Regula Mühlemann zu Besuch in Rathausen

Die Stiftung für Schwerbehinderte Luzern SSBL lädt am Samstag, 23. Juni ab 17 Uhr zu einem exklusiven Gespräch mit Regula Mühlemann, Luzerner Opern- und Konzertsängerin, und dem Fotografen und Buchautor Manuel Bauer. Mit der SSBL-Hausband und Bernhard Hörler an der Kirchenorgel. Der Eintritt ist frei, die Kollekte dient der Renovation von Kirche und historischer Goll Orgel.

Musik verbindet

Regula Mühlemanns Schwester wurde mit dem Down-Syndrom geboren, Manuel Bauers Sohn Yorick kann weder reden noch gehen. Der langjährige Hof-Fotograf des Dalai Lama hat letztes Jahr das Buch «Brief an meinen Sohn» veröffentlicht. Sein Untertitel gibt auch den Fokus des Zwiegesprächs vom 23. Juni in der Klosterkirche Rathausen und damit am Hauptsitz der SSBL vor: «Von der Liebe zu einem behinderten Kind.»

Berührender Brief
Yorick hat sekündlich Störungen in seinem Hirnströmen und täglich grössere und kleinere epileptische Anfälle, die grösseren fahren in die Muskeln, und sein ganzer Körper verkrampft sich. Bauers «Brief an meinen Sohn» ist ein spontaner und emotionaler Bericht über das Leben mit seinem Sohn, den er liebt, eine berührende Nachricht aus der Randzone unserer perfektionierten Leistungsgesellschaft. Manuel Bauer wird zum Gespräch über seinen Brief auch aus dem Brief vorlesen.

Botschafterin der SSBL
Die Konzert- und Opernsängerin Regula Mühlemann, eben noch im wunderbaren Dokumentarfilm «Der Klang der Stimme» im Kino zu sehen, ist SSBL-Botschafterin. Sie sagt zu ihrem Engagement: «Als Schwester einer jungen Frau mit Down-Syndrom kenne ich die SSBL und ihre Institutionen. Was mich neben den Begegnungen mit Menschen mit Behinderung immer am meisten beeindruckt ist die Geduld der Betreuungspersonen. Mit wie viel Einfühlungsvermögen sie auf die Bewohnerinnen, Bewohner und Tagesbeschäftigten eingehen, rührt mich sehr. Dieser Arbeit gilt mein grösster Respekt und tiefe Bewunderung.»

Bezaubernde Stimme
In einem feinfühligen Porträt schrieb die NZZ über Regula Mühlemann: «Ihre Kindheit verbrachte sie in einer musikalischen Familie im luzernischen Adligenswil.
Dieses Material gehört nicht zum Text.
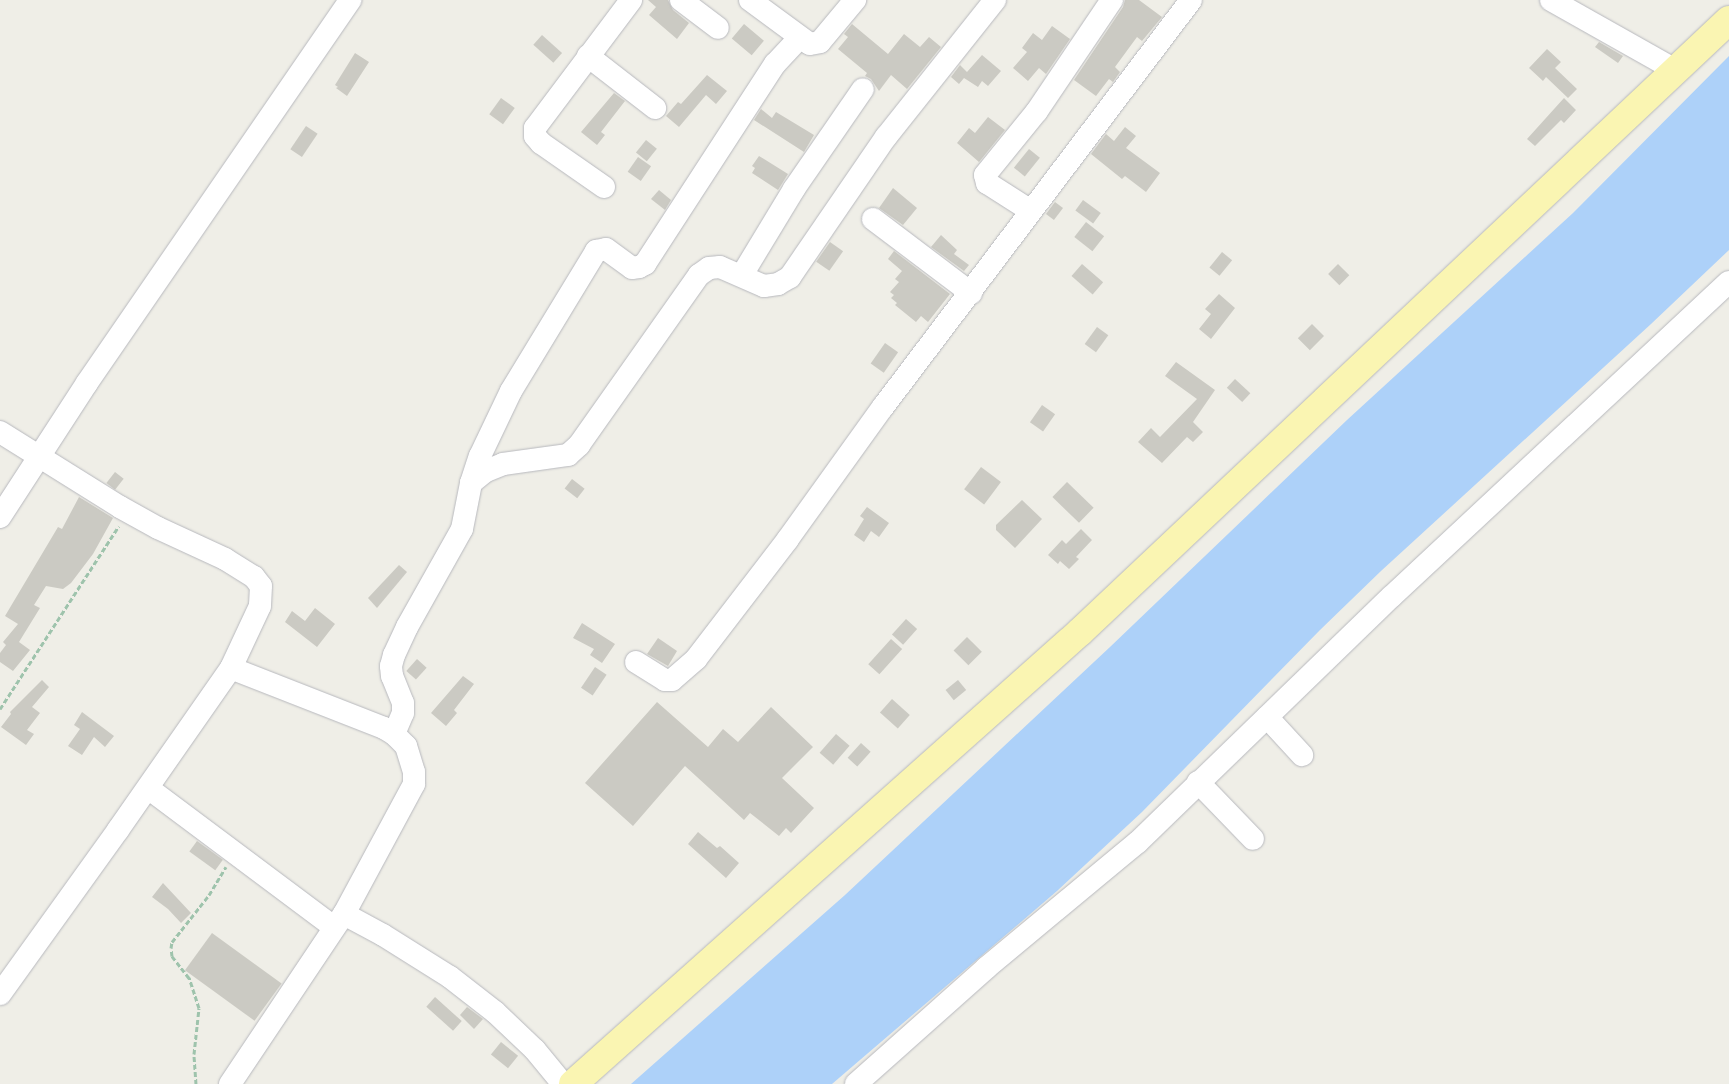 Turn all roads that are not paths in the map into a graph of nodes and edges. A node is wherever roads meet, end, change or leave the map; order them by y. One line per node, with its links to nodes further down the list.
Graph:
1 (350, 0): 24 (street)
2 (632, 0): 13 (street)
3 (681, 0): 11 (street)
4 (750, 0): 12 (street)
5 (855, 0): 12 (street)
6 (995, 0): 20 (street)
7 (1112, 0): 18 (street)
8 (1191, 0): 18 (street)
9 (1551, 0): 14 (street)
10 (1729, 20): 14 (main road)
11 (718, 28)
12 (799, 38): 25 (street)
13 (588, 56): 16 (street); 17 (street)
14 (1675, 70): 39 (main road)
15 (863, 89): 20 (street)
16 (655, 108)
17 (604, 187)
18 (1031, 211): 22 (street)
19 (873, 219): 22 (street)
20 (742, 275): 25 (street)
21 (1729, 282): 29 (street)
22 (971, 293): 27 (street)
23 (0, 432): 24 (street)
24 (40, 458): 26 (street); 28 (street)
25 (471, 483): 30 (street)
26 (0, 517)
27 (636, 662)
28 (231, 668): 30 (street); 33 (street)
29 (1267, 717): 31 (street); 32 (street)
30 (394, 734): 35 (street)
31 (1302, 755)
32 (1198, 782): 34 (street); 40 (street)
33 (148, 788): 35 (street); 36 (street)
34 (1253, 839)
35 (339, 920): 37 (street); 38 (street)
36 (0, 994)
37 (230, 1084)
38 (563, 1084)
39 (573, 1084)
40 (856, 1084) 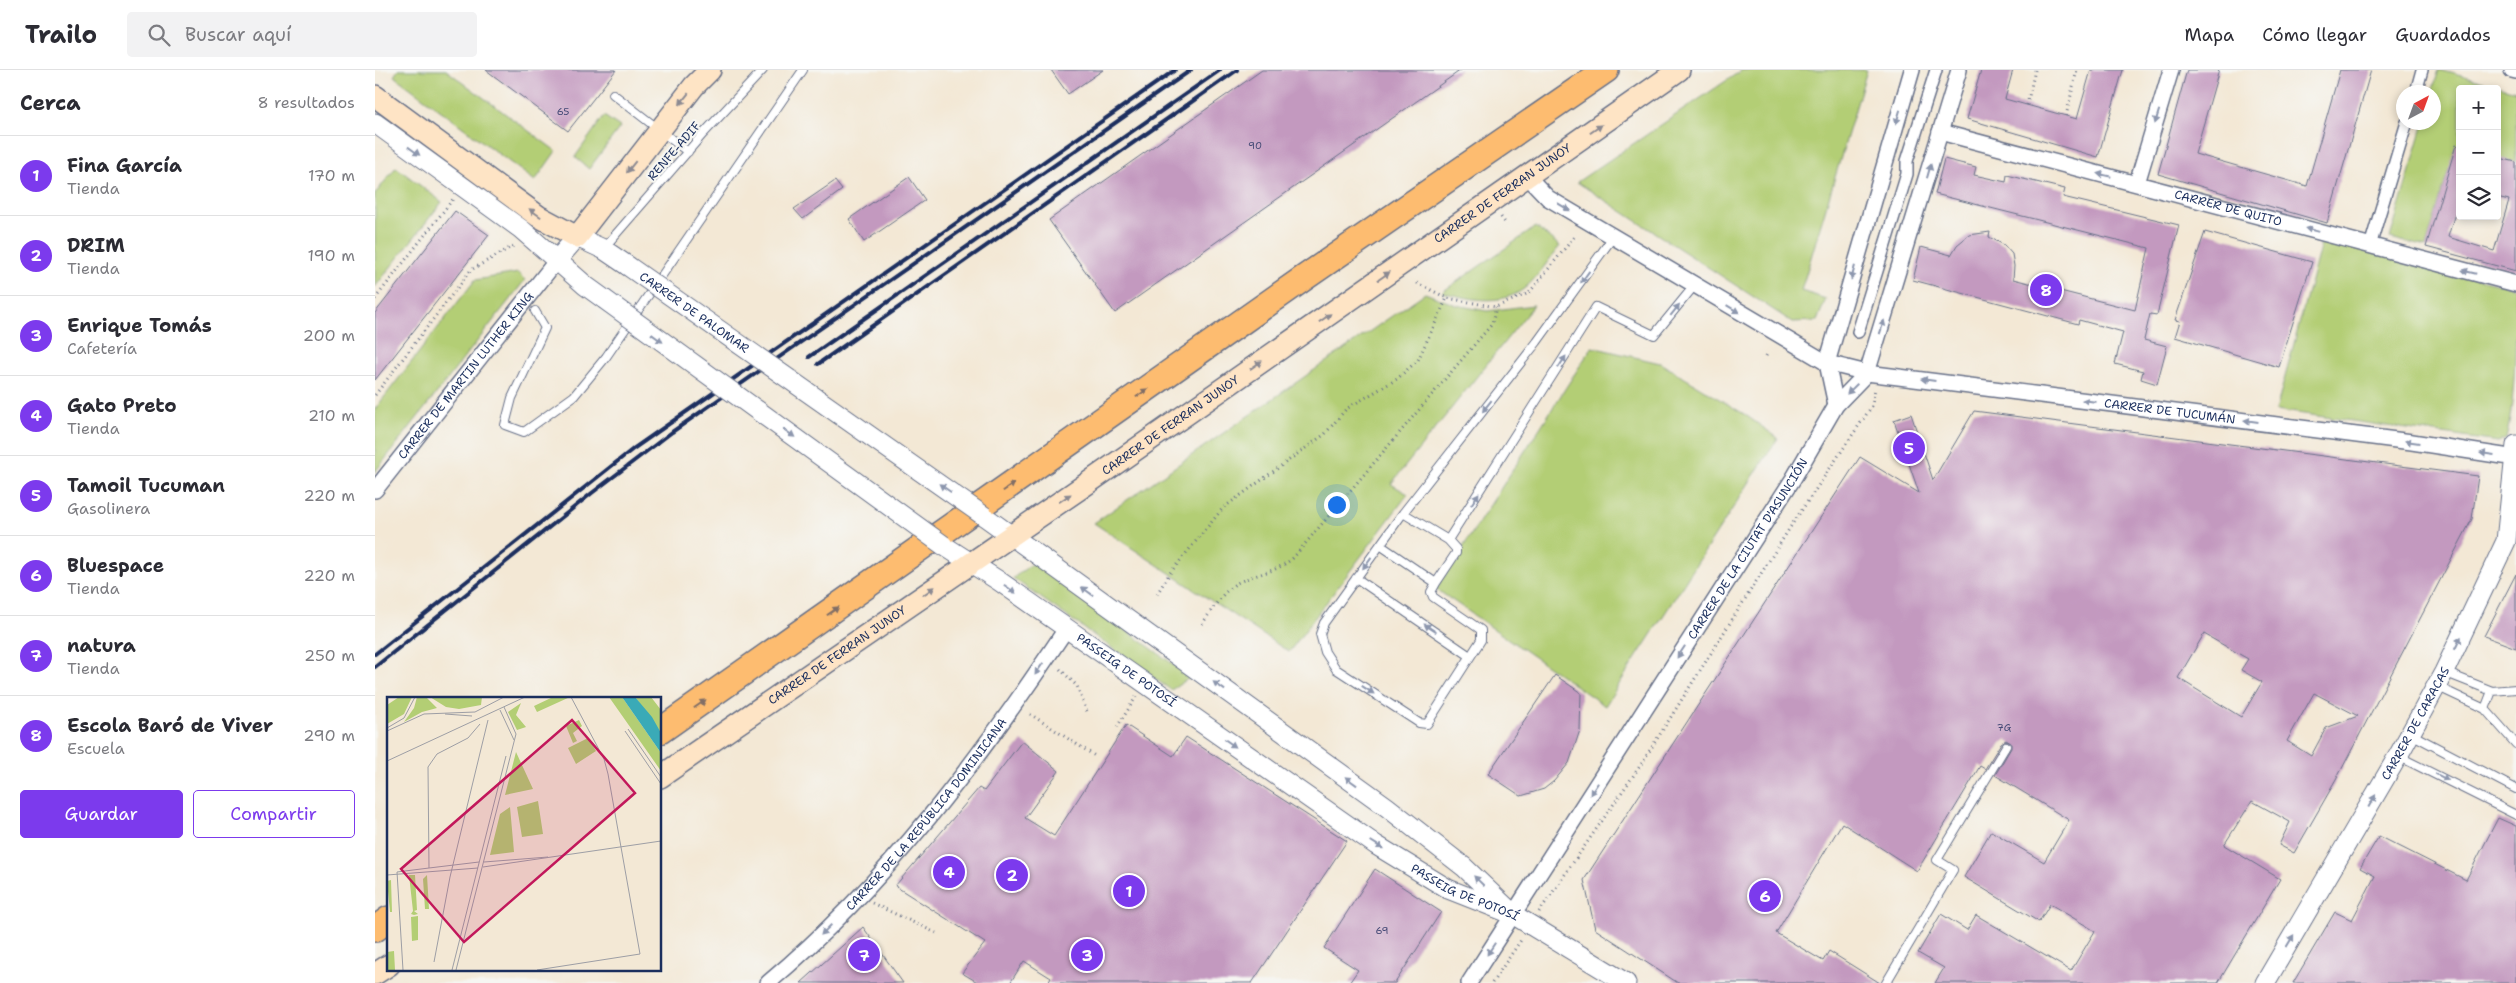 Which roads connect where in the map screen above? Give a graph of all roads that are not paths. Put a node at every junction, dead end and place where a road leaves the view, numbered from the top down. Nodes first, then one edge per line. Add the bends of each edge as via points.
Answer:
1 (710, 70) edge
2 (763, 70) edge
3 (803, 70) edge
4 (1606, 70) edge
5 (1679, 70) edge
6 (1912, 70) edge
7 (1936, 70) edge
8 (1959, 70) edge
9 (2171, 70) edge
10 (2422, 70) edge
11 (2512, 70) edge
12 (2516, 71) edge
13 (2418, 85) edge
14 (613, 94) dead end
15 (375, 96) edge
16 (375, 123) edge
17 (660, 129) junction
18 (2405, 130) edge
19 (1940, 132) junction
20 (688, 152) junction
21 (1527, 176) junction
22 (2137, 183) junction
23 (577, 237) junction
24 (1613, 237) junction
25 (2370, 246) junction
26 (603, 249) junction
27 (557, 260) junction
28 (2516, 284) edge
29 (1694, 286) junction
30 (535, 311) dead end
31 (1859, 332) dead end
32 (1827, 363) junction
33 (1867, 373) junction
34 (1836, 405) junction
35 (2515, 453) edge
36 (375, 490) edge
37 (1403, 512) junction
38 (1011, 536) junction
39 (1448, 540) junction
40 (1380, 545) junction
41 (970, 562) junction
42 (1356, 578) junction
43 (1436, 583) junction
44 (1066, 629) junction
45 (1470, 656) junction
46 (2440, 679) junction
47 (2516, 689) edge
48 (2492, 691) junction
49 (2485, 709) junction
50 (661, 731) edge
51 (2410, 734) junction
52 (2516, 744) edge
53 (2006, 746) dead end
54 (2398, 756) junction
55 (661, 776) edge
56 (2516, 789) edge
57 (2516, 815) edge
58 (1514, 915) junction
59 (387, 921) edge
60 (375, 929) edge
61 (387, 966) edge
62 (375, 974) edge
63 (768, 983) edge
64 (1469, 983) edge
65 (1626, 983) edge
66 (1886, 983) edge
67 (2265, 983) edge

1 -> 17 main road
2 - 20 lane, RENFE-ADIF
3 - 30 lane via 606,357 574,396 524,432 505,425 512,398 545,328
50 -> 4 highway via 1304,278
21 -> 5 main road, CARRER DE FERRAN JUNOY
6 -> 32 street
7 - 31 street
8 - 19 street
9 -> 22 street
10 - 13 street
11 - 12 street
14 - 17 lane
23 -> 15 main road, CARRER DE PALOMAR via 538,216
16 -> 27 street via 521,228
17 - 20 lane
17 -> 23 main road
18 - 25 street
22 -> 19 street, CARRER DE QUITO
33 -> 19 street
20 - 26 lane, RENFE-ADIF
21 -> 24 street, CARRER DE TUCUMÁN via 1548,198
38 -> 21 main road, CARRER DE FERRAN JUNOY
25 -> 22 street, CARRER DE QUITO
23 - 26 street, CARRER DE PALOMAR
23 - 27 street
24 - 29 street, CARRER DE TUCUMÁN
24 -> 37 lane via 1537,342
28 -> 25 street, CARRER DE QUITO
38 -> 26 street, CARRER DE PALOMAR, bridge
27 - 36 street, CARRER DE MARTIN LUTHER KING
27 -> 41 street, bridge via 604,299
29 -> 32 street, CARRER DE TUCUMÁN
39 -> 29 lane via 1596,307 1654,335
32 - 33 street, CARRER DE TUCUMÁN
32 - 34 street
33 -> 34 street
35 -> 33 street, CARRER DE TUCUMÁN
34 -> 58 street, CARRER DE LA CIUTAT D'ASUNCIÓN via 1793,478
46 -> 35 street, CARRER DE CARACAS via 2506,542
37 - 39 lane
37 - 40 lane
38 - 41 main road, CARRER DE FERRAN JUNOY
58 -> 38 street, PASSEIG DE POTOSÍ via 1464,867 1387,807
39 - 43 lane via 1456,553
40 -> 42 lane
40 - 43 lane
41 -> 44 street, PASSEIG DE POTOSÍ
55 -> 41 main road, CARRER DE FERRAN JUNOY
45 -> 42 lane
42 -> 45 lane via 1331,611 1320,634 1325,652 1336,668 1427,724
43 - 45 lane via 1431,592 1433,597 1481,630 1481,640
44 -> 58 street, PASSEIG DE POTOSÍ via 1376,845 1448,889
44 -> 63 street, CARRER DE LA REPÚBLICA DOMINICANA via 1009,715 947,796 838,918
46 - 48 lane
46 - 49 lane
46 - 51 street, CARRER DE CARACAS
47 - 48 lane
48 - 49 lane
49 - 52 lane
51 - 54 street, CARRER DE CARACAS
51 - 56 lane
53 - 66 lane via 1937,860 1953,870
54 -> 57 lane
67 -> 54 street, CARRER DE CARACAS
58 -> 64 street, CARRER DE LA CIUTAT D'ASUNCIÓN
58 - 65 street
59 - 60 highway
61 - 62 main road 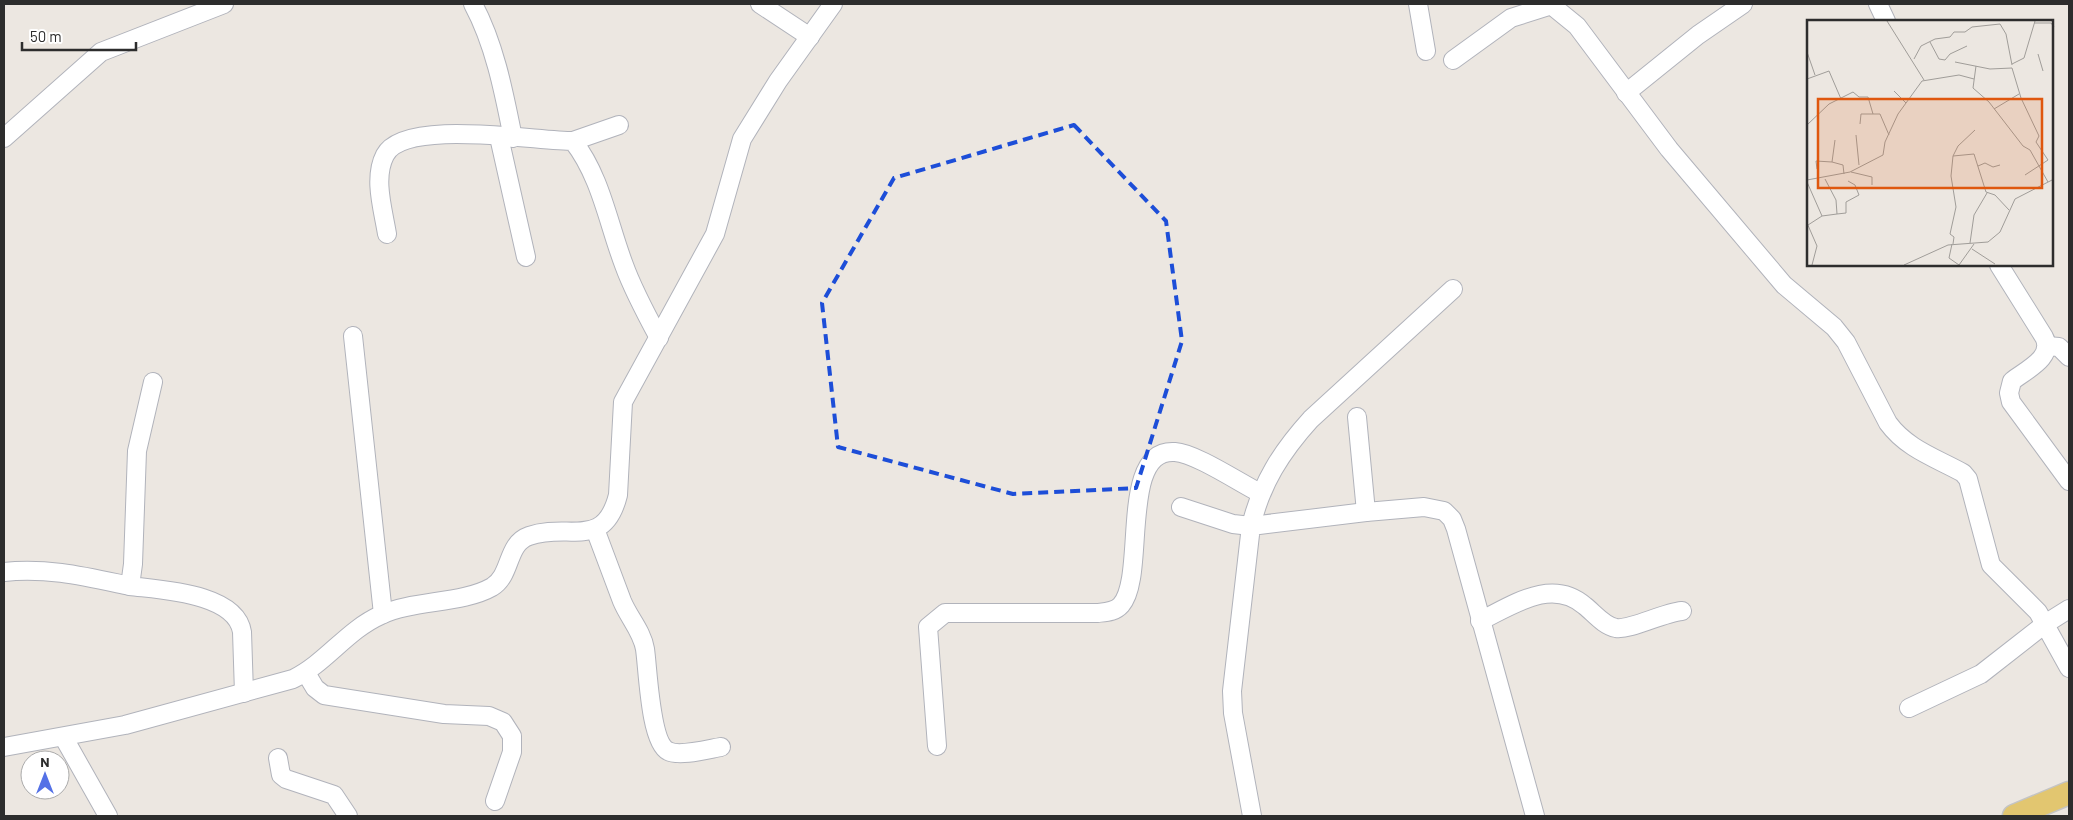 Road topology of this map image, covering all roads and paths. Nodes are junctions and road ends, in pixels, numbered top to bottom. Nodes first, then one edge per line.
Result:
1 (473, 4) edge
2 (760, 4) edge
3 (833, 4) edge
4 (1418, 4) edge
5 (1551, 4) edge
6 (1743, 4) edge
7 (1878, 4) edge
8 (217, 5) edge
9 (1886, 20) edge
10 (810, 37) junction
11 (1426, 51) dead end
12 (1453, 60) dead end
13 (1626, 92) junction
14 (619, 125) dead end
15 (4, 138) edge
16 (506, 138) junction
17 (573, 141) junction
18 (387, 234) dead end
19 (526, 257) dead end
20 (2000, 266) edge
21 (1453, 289) dead end
22 (353, 336) dead end
23 (659, 338) junction
24 (2047, 346) junction
25 (2069, 357) edge
26 (153, 382) dead end
27 (1358, 416) dead end
28 (2068, 477) edge
29 (1260, 493) junction
30 (1181, 507) dead end
31 (1366, 512) junction
32 (1251, 526) junction
33 (595, 530) junction
34 (4, 572) edge
35 (130, 586) junction
36 (2069, 609) edge
37 (1682, 611) dead end
38 (383, 614) junction
39 (1480, 621) junction
40 (2045, 624) junction
41 (2069, 668) edge
42 (306, 673) junction
43 (244, 693) junction
44 (1910, 708) dead end
45 (64, 738) junction
46 (937, 746) dead end
47 (4, 747) edge
48 (721, 747) dead end
49 (278, 758) dead end
50 (2069, 792) edge
51 (495, 801) dead end
52 (108, 816) edge
53 (348, 816) edge
54 (1252, 816) edge
55 (1535, 816) edge
56 (2014, 816) edge

1 - 16 street
2 - 10 street
3 - 10 street
4 - 11 street
5 - 12 street
5 - 13 street
6 - 13 street
7 - 9 street
8 - 15 street
10 - 23 street
13 - 40 street
14 - 17 street
16 - 17 street
16 - 18 street
16 - 19 street
17 - 23 street
20 - 24 street
21 - 29 street
22 - 38 street
23 - 33 street
24 - 25 street
24 - 28 street
26 - 35 street
27 - 31 street
29 - 32 street
29 - 46 street
30 - 32 street
31 - 32 street
31 - 39 street
32 - 54 street
33 - 38 street
33 - 48 street
34 - 35 street
35 - 43 street
36 - 40 street
37 - 39 street
38 - 42 street
39 - 55 street
40 - 41 street
40 - 44 street
42 - 43 street
42 - 51 street
43 - 45 street
45 - 47 street
45 - 52 street
49 - 53 street
50 - 56 main road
Ihre Mutter besass eine grosse Plattensammlung mit Pop, Rock und Klassischem, und in der Familie wurde viel gesungen. Eine wichtige Rolle spielte die Luzerner Kantorei, wo die Gymnasiastin mit der grossen geistlichen Musik in Kontakt gekommen ist. Der Leiter der Kantorei konnte sie dann zu einer professionellen Sängerinnen-Laufbahn bewegen, und so entschloss sie sich zu einem Studium bei Barbara Locher an der Musikhochschule Luzern.» Heute bereist Regula Mühlemann als gefeierte Sopranistin die Welt, glänzt in Paraderollen in den angesagtesten Opernhäusern genauso wie sie in Liederabenden mit renommierten Orchestern begeistert. Ihre Stimme ist ein Juwel, ihr Besuch zum intimen Gespräch in der Klosterkirche Rathausen ein Glücksfall.